§ **BRIEF**
Leaving every picture out, repeat all of the entries below exactly.

§ **STORED DATA**
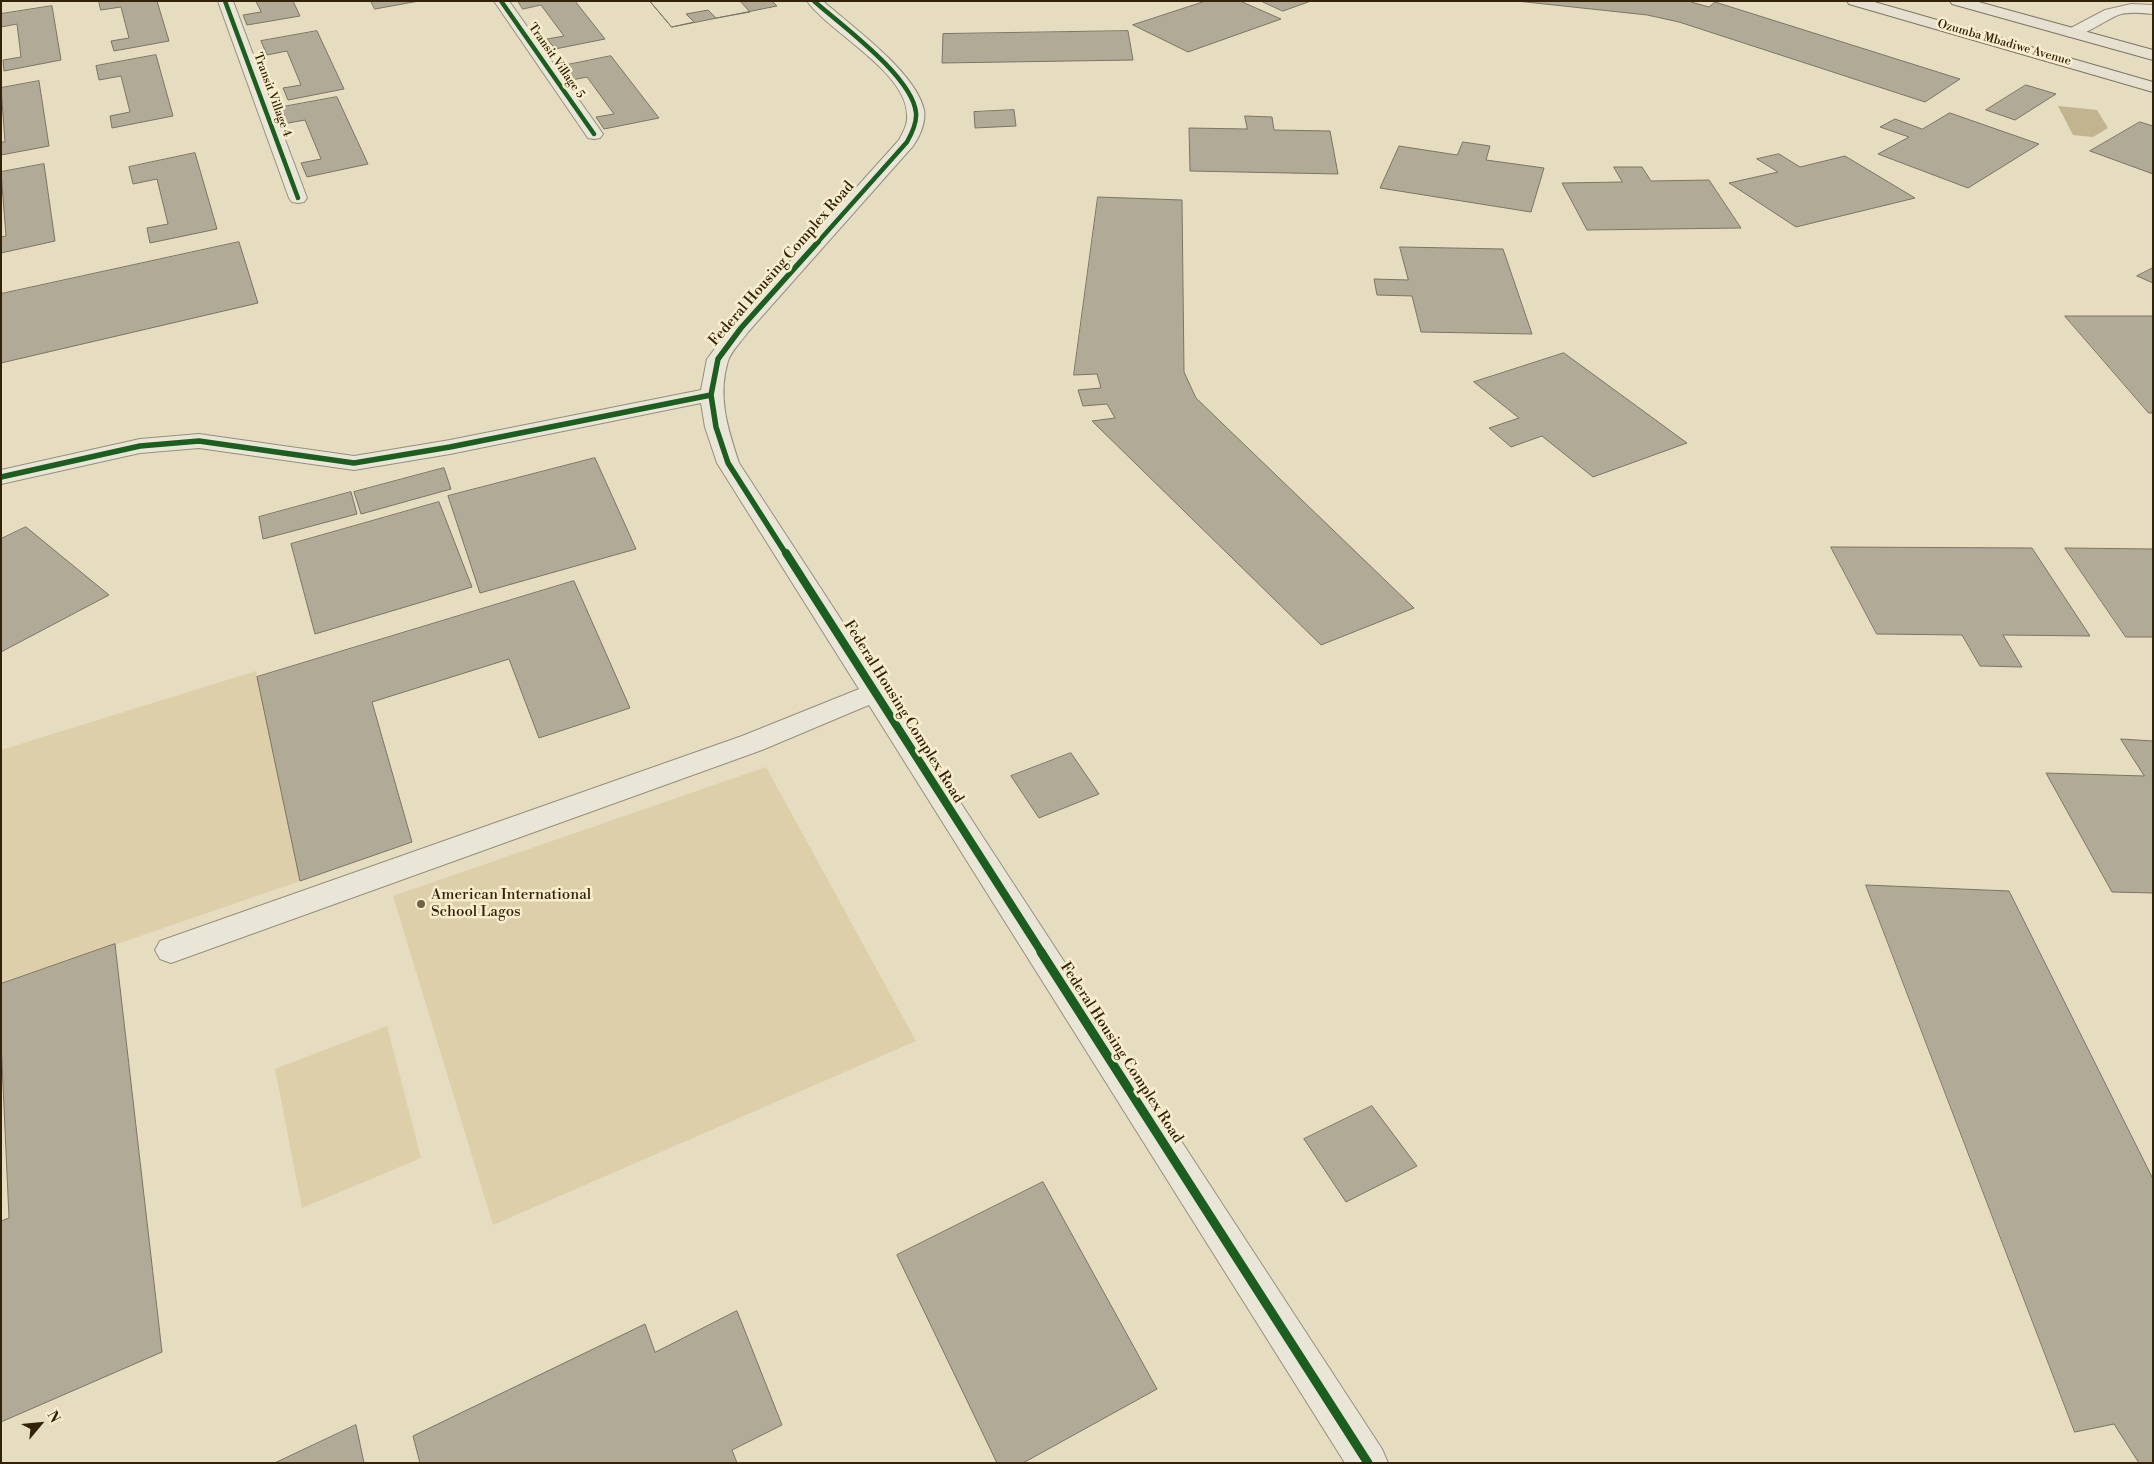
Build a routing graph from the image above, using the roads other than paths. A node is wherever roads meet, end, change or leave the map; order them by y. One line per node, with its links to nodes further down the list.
1 (225, 1): 11 (street, Transit Village 4)
2 (501, 1): 10 (street, Transit Village 5)
3 (814, 1): 12 (street, Federal Housing Complex Road)
4 (1854, 1): 9 (highway, Ozumba Mbadiwe Avenue)
5 (1957, 1): 7 (highway, Ozumba Mbadiwe Avenue)
6 (2153, 10): 7 (street)
7 (2072, 32): 8 (highway, Ozumba Mbadiwe Avenue)
8 (2153, 56)
9 (2153, 87)
10 (594, 134)
11 (298, 198)
12 (711, 395): 13 (street); 14 (street, Federal Housing Complex Road)
13 (1, 477)
14 (874, 692): 15 (street); 16 (street, Federal Housing Complex Road)
15 (171, 950)
16 (1368, 1463)

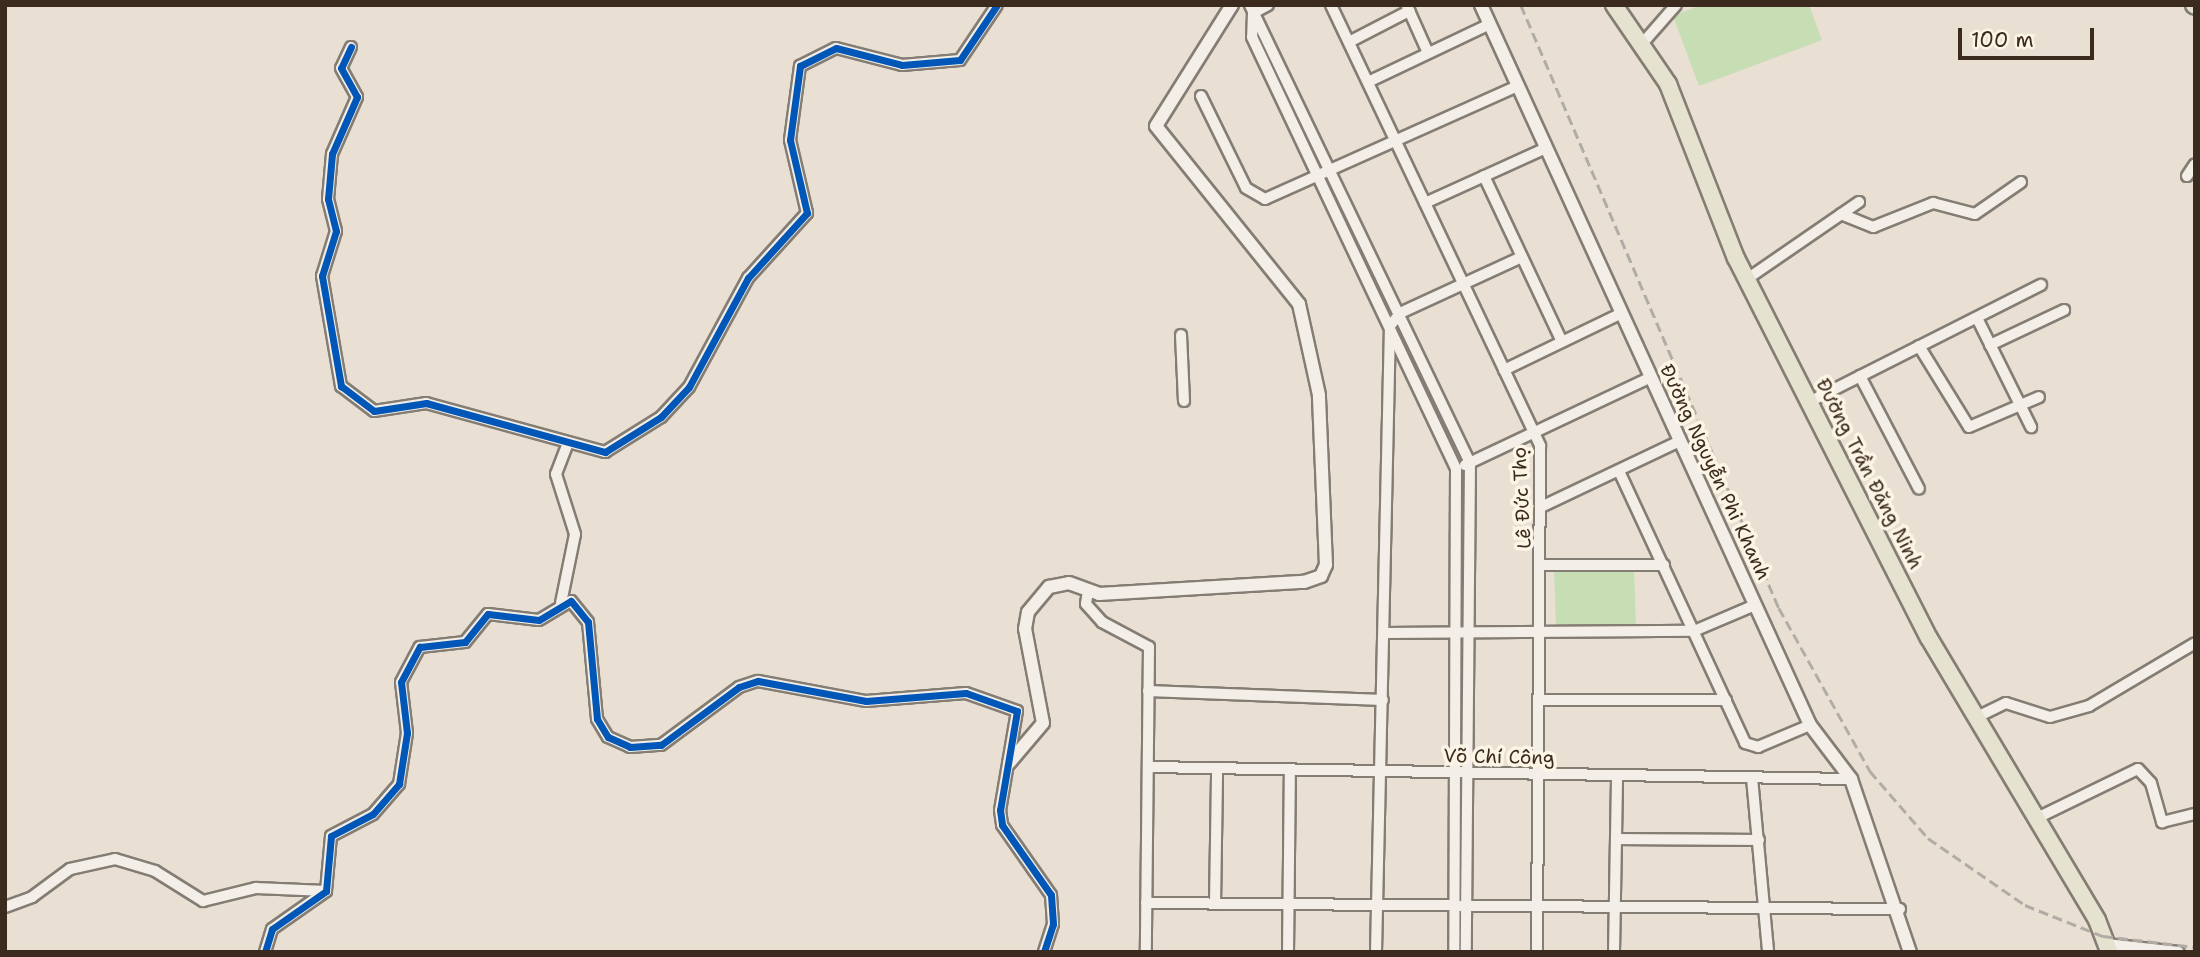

§ **RESULT OF THE EXERCISE**
Build a routing graph from the image above, using the roads other than paths. A node is wherever roads meet, end, change or leave the map; order them by y. One line per node, with its links to nodes further down the list.
1 (225, 1): 11 (street, Transit Village 4)
2 (501, 1): 10 (street, Transit Village 5)
3 (814, 1): 12 (street, Federal Housing Complex Road)
4 (1854, 1): 9 (highway, Ozumba Mbadiwe Avenue)
5 (1957, 1): 7 (highway, Ozumba Mbadiwe Avenue)
6 (2153, 10): 7 (street)
7 (2072, 32): 8 (highway, Ozumba Mbadiwe Avenue)
8 (2153, 56)
9 (2153, 87)
10 (594, 134)
11 (298, 198)
12 (711, 395): 13 (street); 14 (street, Federal Housing Complex Road)
13 (1, 477)
14 (874, 692): 15 (street); 16 (street, Federal Housing Complex Road)
15 (171, 950)
16 (1368, 1463)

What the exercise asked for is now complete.